» **Extracted records**
►

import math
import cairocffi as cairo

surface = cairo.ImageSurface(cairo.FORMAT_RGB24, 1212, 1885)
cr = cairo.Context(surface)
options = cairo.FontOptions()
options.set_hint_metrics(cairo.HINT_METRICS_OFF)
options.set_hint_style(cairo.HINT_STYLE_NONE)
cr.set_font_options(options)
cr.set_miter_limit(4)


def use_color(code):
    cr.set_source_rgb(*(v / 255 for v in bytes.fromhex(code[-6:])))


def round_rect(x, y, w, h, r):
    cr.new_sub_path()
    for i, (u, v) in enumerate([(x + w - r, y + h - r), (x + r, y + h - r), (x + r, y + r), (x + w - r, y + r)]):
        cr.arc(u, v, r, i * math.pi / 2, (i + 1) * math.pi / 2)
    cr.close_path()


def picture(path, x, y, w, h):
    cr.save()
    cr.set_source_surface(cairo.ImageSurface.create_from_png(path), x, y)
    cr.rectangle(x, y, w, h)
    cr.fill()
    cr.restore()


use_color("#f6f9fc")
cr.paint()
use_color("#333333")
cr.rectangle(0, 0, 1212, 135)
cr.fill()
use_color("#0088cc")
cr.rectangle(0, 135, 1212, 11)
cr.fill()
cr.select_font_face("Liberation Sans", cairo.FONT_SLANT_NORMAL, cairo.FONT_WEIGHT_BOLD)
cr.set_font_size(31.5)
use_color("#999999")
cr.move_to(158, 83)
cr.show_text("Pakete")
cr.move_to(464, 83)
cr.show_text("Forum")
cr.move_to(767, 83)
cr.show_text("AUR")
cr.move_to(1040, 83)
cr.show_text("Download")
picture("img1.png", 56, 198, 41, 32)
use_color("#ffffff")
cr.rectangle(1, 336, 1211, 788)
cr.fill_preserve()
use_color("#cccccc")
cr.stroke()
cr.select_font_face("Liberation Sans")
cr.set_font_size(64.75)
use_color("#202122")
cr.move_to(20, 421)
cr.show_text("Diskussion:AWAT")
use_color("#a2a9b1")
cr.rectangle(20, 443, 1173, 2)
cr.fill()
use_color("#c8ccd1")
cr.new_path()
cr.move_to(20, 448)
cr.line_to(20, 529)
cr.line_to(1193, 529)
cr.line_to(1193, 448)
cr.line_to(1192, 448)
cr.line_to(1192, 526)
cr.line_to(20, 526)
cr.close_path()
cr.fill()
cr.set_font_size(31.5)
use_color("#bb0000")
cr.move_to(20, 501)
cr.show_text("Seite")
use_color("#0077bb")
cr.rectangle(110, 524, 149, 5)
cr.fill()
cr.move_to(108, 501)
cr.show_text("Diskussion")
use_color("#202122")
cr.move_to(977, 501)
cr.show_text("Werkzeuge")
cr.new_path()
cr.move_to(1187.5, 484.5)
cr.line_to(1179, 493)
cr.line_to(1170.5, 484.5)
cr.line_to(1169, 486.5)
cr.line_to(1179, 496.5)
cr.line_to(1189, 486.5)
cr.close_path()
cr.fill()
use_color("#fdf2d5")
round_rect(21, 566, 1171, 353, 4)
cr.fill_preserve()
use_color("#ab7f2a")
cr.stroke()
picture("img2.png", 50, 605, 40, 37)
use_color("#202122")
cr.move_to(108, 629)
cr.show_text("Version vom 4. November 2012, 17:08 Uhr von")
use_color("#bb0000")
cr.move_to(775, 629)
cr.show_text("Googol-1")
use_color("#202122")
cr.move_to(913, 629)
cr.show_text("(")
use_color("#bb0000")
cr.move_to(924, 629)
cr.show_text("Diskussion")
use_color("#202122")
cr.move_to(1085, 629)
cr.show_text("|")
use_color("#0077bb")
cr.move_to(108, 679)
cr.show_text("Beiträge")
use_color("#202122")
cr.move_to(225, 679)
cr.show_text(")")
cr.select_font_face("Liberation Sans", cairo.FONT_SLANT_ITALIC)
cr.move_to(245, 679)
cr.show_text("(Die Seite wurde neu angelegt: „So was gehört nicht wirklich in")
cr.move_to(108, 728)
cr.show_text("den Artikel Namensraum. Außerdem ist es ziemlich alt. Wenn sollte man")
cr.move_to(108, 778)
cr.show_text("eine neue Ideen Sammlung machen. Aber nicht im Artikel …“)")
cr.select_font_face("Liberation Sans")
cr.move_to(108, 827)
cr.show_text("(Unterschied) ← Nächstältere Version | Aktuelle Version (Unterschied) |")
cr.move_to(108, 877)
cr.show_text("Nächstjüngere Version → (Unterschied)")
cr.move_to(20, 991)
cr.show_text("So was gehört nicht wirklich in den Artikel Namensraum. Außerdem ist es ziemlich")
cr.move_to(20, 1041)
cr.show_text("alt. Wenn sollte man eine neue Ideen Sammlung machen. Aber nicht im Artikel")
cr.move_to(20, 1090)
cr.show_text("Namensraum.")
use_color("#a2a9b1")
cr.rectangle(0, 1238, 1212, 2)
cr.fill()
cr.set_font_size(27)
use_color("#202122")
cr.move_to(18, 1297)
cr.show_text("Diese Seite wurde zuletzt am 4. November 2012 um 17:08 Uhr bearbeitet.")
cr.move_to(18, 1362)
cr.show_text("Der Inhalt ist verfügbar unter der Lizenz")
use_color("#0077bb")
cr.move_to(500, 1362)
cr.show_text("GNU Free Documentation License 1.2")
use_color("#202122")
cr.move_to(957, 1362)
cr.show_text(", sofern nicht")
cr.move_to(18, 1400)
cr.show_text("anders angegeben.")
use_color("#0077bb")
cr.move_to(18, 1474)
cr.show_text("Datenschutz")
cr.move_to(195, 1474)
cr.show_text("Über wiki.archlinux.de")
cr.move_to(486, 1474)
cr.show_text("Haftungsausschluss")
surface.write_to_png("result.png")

◄

» **Required action**
Using the records above, count how many lines include the word "ImageSurface", and reply only with that figure.

» **Result of the task**
2